Avant que le coronavirus n’arrête le tourisme international, l’ouverture de la synagogue Safra a conduit à une augmentation du nombre de Juifs qui y venaient pour les services de Shabbat depuis des bateaux de croisière. Ils accostent généralement à la superbe marina, qui est entourée de cafés et de restaurants (elle possède également une patinoire en plein air qui reste ouverte jusqu’en avril).

«Cela a vraiment rendu les choses beaucoup plus dynamiques ici. C’est comme un phare de lumière qui amène les Juifs ici », a déclaré Torgmant.

L’une des familles attirées par la lumière est Borya et Masha Maisuraje, des Juifs russes originaires de la République de Géorgie et possédant une compagnie maritime à Kaliningrad, en Russie. Ils ont déménagé à Monaco en 2009 mais «n’avaient que très peu à voir avec le judaïsme» avant l’ouverture de la nouvelle synagogue en 2017, a déclaré Borya. Cette année-là, ils ont décidé de planifier une bar-mitsva pour leur plus jeune fils, Alexei.

«C’est accueillant ici, c’est un endroit dans lequel vous vous sentez immédiatement à l’aise», a déclaré Borya Maisuraje. «Nous l’avons suggéré à Alexei et il a immédiatement dit oui.

Monaco n’a pas d’école juive, bien que les deux synagogues proposent des écoles du dimanche et en hébreu, ainsi que des activités pour les jeunes pendant les vacances. Des parents plus pratiquants envoient leurs enfants dans l’une des écoles juives de Nice , une ville française située à environ 16 km et également la source de la nourriture casher fraîche de Monaco. 

Contrairement à Nice, où de nombreux juifs ne se sentent pas en sécurité , se promener avec une kippa n’est pas un problème à Monaco – les incidents antisémites sont extrêmement rares et la police a une forte présence. Il y a environ un agent pour 70 habitants, soit plus de quatre fois la moyenne de l’Union européenne.

Principauté parlementaire avec sa propre maison royale, Monaco a une superficie plus petite que Central Park et est le pays le plus densément peuplé du monde, selon la Division de la population du Département des affaires économiques et sociales des Nations Unies.

Les millionnaires constituent un tiers de la population – un ratio plus élevé que partout dans le monde, selon le rapport Knight Frank Wealth 2019. Le PIB annuel par habitant à Monaco était de 185000 dollars en 2018, soit plus de trois fois le chiffre des États-Unis.

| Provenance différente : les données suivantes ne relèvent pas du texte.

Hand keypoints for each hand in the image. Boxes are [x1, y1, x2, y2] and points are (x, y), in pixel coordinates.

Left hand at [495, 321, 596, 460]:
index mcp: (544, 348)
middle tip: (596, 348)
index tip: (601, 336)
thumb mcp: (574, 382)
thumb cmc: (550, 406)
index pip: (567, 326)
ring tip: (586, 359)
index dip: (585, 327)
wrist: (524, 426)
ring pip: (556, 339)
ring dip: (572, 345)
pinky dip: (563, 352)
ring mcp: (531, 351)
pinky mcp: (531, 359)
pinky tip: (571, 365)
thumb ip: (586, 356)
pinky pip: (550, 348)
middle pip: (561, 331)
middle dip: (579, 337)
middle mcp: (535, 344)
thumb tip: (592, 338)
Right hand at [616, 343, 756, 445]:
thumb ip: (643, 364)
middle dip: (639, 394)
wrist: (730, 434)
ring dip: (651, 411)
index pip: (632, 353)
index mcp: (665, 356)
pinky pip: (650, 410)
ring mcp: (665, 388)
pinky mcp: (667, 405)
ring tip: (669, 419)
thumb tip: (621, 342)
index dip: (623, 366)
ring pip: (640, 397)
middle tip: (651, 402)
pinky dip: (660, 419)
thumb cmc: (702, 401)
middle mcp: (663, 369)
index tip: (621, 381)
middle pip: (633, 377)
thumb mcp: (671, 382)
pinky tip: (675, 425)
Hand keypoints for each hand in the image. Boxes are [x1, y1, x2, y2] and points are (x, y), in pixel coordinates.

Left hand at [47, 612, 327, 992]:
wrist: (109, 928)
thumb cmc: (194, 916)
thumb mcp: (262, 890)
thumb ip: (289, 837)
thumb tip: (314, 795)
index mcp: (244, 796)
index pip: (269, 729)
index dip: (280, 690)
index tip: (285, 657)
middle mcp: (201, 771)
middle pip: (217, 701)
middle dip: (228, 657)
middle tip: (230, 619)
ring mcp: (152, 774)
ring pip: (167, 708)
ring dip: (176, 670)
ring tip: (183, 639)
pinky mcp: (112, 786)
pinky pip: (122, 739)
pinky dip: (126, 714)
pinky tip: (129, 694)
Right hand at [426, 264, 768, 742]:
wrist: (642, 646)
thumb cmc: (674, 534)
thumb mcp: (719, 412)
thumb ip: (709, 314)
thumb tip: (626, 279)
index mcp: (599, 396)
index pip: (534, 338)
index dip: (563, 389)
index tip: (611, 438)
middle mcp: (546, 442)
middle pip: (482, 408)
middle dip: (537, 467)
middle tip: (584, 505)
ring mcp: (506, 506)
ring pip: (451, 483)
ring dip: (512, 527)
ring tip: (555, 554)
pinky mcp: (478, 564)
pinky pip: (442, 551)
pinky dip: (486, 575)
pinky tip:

Les synagogues Safra et Chabad ont chacune un mikvé et un grand jardin. Cette dernière commodité leur a permis d’héberger des services de plein air tout au long des grandes vacances, malgré des mesures locales qui limitaient sévèrement ou interdisaient les rassemblements dans des espaces fermés pour freiner la propagation du coronavirus.

Fichier:Monaco Synagogue 4.jpg — Wikipédia

Matusof dit que le climat méditerranéen doux de Monaco permet à la communauté de passer confortablement des heures dans la soucca, ou hutte rituelle que les Juifs construisent pour les vacances de Souccot.

«Nous avons toujours aimé avoir une cour parce que cela signifie que notre synagogue a sa propre soucca à Souccot», a déclaré le rabbin. «Nous n’avons jamais pensé que notre soucca finirait par devenir notre synagogue.»